What is the significance of the tattoo "A-7713" that Elie gets at Buna?

2 Answers

holfie's profile pic

holfie | College Teacher | (Level 1) Assistant Educator

Posted on

Hi Vikvik,

The tattoo that Wiesel receives is given to him by the Nazi soldiers.  From that point on, Elie is not referred to by his name, but rather by his number.  This is another example of the dehumanization of the Jewish people by their Nazi captors.  First, the Nazis take the Jewish people's homes, then they take their families (when they separate them just off the trains), then they take their clothes, and finally, they take their identities, by using the same type of number identification system that is used with cattle.  In the end, the Nazis will take many Jewish lives as well, including those of members of Elie's family.

Hope this helps!

Teacher Holfie

mwestwood's profile pic

mwestwood | College Teacher | (Level 3) Distinguished Educator

Posted on

According to the Holocaust Encyclopedia, tattoos were only issued at Auschwitz concentration camp complex. In Chapter 3 of Night, Elie and his family are brought to Auschwitz-Birkenau where they are given tattoos of numbers on their arms. Elie's number is A-7713. The SS authorities used tattooing primarily as a means of identification. After the Jews in the camp died, their clothing was removed, and this tattooed number was the only means of identifying the bodies. However, those who were sent to the gas chambers immediately were not tattooed. Inmates also had to show their numbers at different times—one of which was in order to receive food.

As he moves in one line to be tattooed, Elie finds himself face-to-face with the notorious "Angel of Death," Dr. Mengele. After Elie and his father are marked with numbers, they are moved to another place that has no floor. There they wait and spend their time sleeping.
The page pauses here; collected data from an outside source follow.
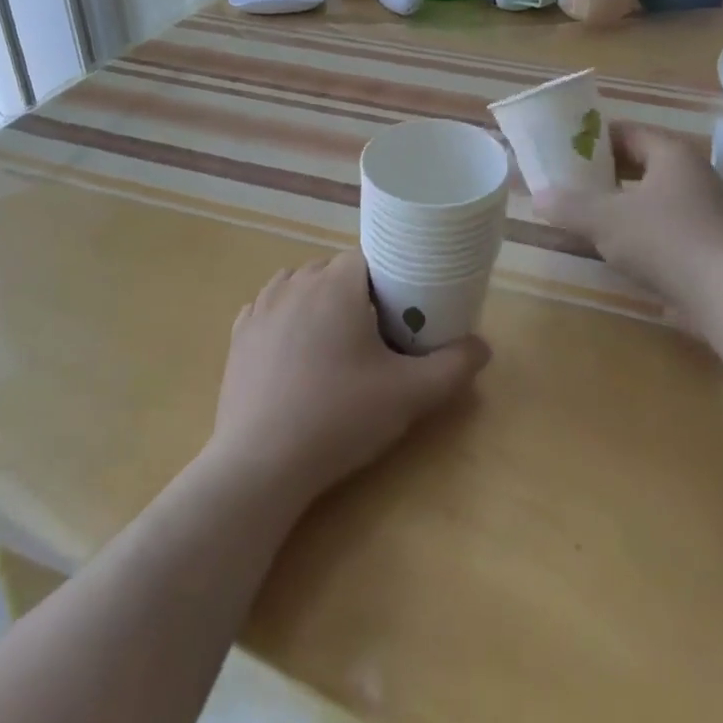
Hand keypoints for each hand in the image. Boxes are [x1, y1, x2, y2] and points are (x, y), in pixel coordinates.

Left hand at [206, 251, 490, 507]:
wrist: (261, 463)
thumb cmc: (339, 417)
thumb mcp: (410, 394)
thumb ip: (453, 366)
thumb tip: (483, 347)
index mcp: (336, 283)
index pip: (369, 258)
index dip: (389, 280)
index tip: (401, 313)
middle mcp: (295, 282)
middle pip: (333, 270)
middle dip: (356, 293)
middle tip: (375, 335)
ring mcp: (261, 307)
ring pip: (299, 285)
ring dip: (318, 302)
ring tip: (335, 342)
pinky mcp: (238, 335)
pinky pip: (269, 309)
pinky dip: (285, 319)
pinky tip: (296, 352)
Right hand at [535, 123, 722, 301]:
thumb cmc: (663, 238)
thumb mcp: (604, 219)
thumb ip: (569, 205)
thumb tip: (537, 197)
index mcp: (670, 154)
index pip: (627, 132)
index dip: (593, 138)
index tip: (564, 148)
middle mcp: (689, 174)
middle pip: (639, 163)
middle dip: (603, 171)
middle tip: (568, 180)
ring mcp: (700, 209)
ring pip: (649, 195)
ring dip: (618, 201)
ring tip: (584, 211)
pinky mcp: (703, 241)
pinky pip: (660, 223)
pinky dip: (635, 227)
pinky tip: (612, 244)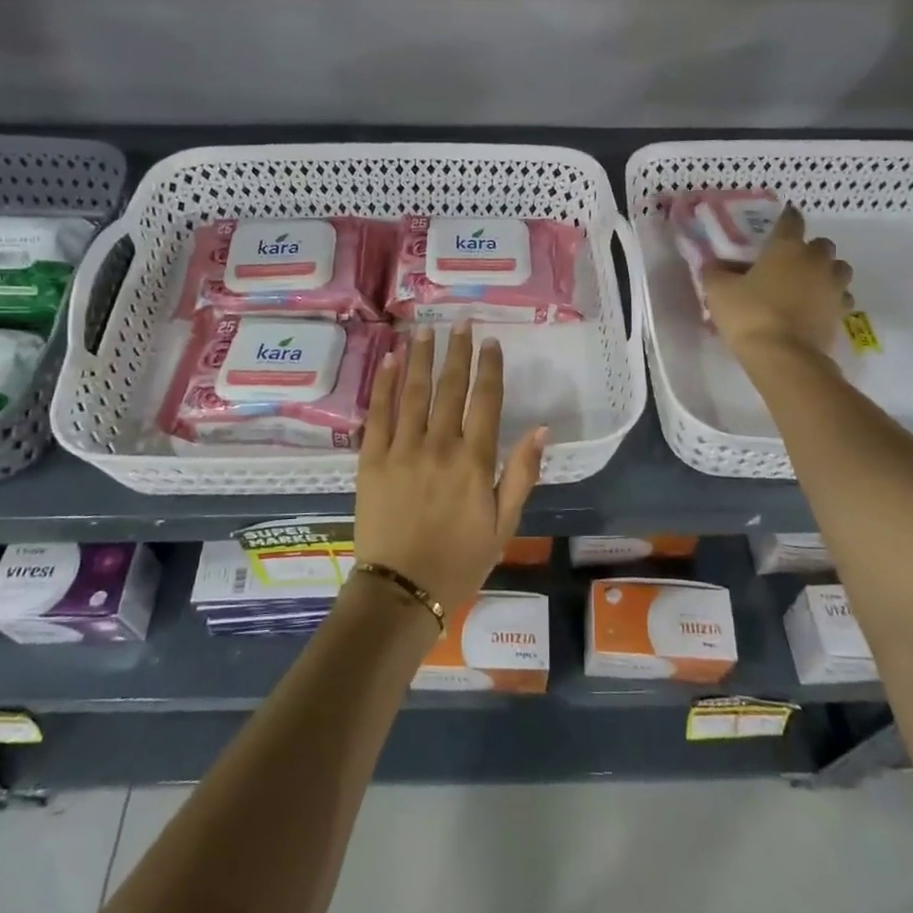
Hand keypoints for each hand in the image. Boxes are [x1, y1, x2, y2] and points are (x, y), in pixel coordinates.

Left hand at [355, 324, 547, 617]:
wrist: (402, 589)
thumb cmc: (460, 560)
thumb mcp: (504, 524)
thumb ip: (521, 474)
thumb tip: (542, 429)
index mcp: (475, 461)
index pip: (486, 400)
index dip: (489, 367)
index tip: (490, 341)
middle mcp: (439, 445)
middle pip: (450, 387)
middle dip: (457, 351)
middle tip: (460, 323)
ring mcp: (402, 449)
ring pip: (414, 392)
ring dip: (421, 356)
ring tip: (426, 328)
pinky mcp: (371, 459)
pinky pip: (378, 413)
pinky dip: (385, 383)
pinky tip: (391, 359)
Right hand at [702, 205, 852, 363]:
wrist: (784, 357)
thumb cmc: (749, 315)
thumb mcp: (718, 292)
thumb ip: (715, 272)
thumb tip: (713, 263)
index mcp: (787, 247)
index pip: (791, 220)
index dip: (786, 218)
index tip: (778, 225)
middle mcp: (816, 260)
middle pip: (821, 244)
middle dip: (809, 249)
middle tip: (789, 262)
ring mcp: (834, 286)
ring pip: (838, 269)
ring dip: (826, 272)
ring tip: (807, 284)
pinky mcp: (841, 312)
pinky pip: (842, 297)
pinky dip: (831, 298)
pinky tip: (816, 308)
Some of the prisoners have been sent to the gas chambers, but Elie and his father are among those who are marched for four hours to Buna three weeks later. 
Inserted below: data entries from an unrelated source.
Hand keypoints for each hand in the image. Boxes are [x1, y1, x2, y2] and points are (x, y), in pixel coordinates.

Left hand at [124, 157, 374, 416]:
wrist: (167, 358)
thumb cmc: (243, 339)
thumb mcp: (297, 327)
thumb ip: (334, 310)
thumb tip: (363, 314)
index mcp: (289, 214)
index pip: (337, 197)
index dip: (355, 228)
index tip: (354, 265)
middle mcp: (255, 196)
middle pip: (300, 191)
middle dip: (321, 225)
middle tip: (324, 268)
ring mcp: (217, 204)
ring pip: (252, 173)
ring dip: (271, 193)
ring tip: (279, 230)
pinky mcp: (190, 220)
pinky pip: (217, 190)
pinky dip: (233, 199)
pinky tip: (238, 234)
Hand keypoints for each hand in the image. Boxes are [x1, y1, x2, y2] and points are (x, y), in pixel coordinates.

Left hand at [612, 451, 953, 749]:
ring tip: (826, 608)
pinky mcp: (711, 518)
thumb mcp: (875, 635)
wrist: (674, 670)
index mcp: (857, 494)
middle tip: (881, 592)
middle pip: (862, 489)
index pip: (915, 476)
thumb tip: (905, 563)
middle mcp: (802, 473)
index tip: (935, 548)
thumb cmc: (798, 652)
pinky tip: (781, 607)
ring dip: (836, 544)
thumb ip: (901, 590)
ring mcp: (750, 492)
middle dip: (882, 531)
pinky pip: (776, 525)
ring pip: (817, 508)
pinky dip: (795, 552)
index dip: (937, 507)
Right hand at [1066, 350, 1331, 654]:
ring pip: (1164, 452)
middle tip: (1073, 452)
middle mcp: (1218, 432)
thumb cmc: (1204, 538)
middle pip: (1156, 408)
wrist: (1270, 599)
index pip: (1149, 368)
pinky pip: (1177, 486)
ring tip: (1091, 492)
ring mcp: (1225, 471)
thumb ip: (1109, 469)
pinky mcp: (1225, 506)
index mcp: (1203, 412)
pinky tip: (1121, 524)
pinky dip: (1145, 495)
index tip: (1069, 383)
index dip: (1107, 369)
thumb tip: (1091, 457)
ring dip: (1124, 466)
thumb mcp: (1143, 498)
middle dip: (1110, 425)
Elie comments on this time in his life:

I thought of us as damned souls wandering through the void, souls condemned to wander through space until the end of time, seeking redemption, seeking oblivion, without any hope of finding either. (Ch.3)

His despair is in sharp contrast to the giggling German girls who allow the Nazi guards taking the Jews to Buna to flirt with them and even kiss them.